- Opening Delimiter -

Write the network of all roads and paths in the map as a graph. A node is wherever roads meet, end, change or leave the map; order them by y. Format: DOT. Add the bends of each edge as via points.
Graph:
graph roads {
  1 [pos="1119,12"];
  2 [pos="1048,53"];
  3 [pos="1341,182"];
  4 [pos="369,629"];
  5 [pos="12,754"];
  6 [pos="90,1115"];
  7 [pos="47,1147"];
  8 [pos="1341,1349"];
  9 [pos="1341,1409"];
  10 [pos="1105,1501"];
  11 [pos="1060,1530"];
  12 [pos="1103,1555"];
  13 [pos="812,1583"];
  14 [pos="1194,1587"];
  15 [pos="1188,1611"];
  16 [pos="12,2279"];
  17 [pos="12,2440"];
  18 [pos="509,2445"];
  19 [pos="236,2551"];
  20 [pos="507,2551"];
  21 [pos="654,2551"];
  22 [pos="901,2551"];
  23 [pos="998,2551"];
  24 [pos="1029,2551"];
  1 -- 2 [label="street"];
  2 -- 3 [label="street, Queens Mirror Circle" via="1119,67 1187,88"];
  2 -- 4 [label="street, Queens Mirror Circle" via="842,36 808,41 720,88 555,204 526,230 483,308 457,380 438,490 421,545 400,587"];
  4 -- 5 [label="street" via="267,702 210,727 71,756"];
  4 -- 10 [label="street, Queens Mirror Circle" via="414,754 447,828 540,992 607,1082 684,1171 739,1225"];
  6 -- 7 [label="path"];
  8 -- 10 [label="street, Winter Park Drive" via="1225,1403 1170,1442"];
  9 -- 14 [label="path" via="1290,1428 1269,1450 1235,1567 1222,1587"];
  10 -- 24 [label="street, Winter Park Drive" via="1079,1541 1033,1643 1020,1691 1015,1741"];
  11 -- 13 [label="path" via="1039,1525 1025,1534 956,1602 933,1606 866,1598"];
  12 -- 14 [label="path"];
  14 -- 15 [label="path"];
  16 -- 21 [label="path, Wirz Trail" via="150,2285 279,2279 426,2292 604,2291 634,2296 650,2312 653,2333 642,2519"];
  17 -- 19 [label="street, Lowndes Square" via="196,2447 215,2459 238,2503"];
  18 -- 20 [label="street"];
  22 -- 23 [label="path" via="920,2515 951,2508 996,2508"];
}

- Closing Delimiter -

EXERCISE GOAL — In the material, find each line with the word "roads" and list it.

SOLVED PROBLEM —
Write the network of all roads and paths in the map as a graph. A node is wherever roads meet, end, change or leave the map; order them by y. Format: DOT. Add the bends of each edge as via points.
graph roads {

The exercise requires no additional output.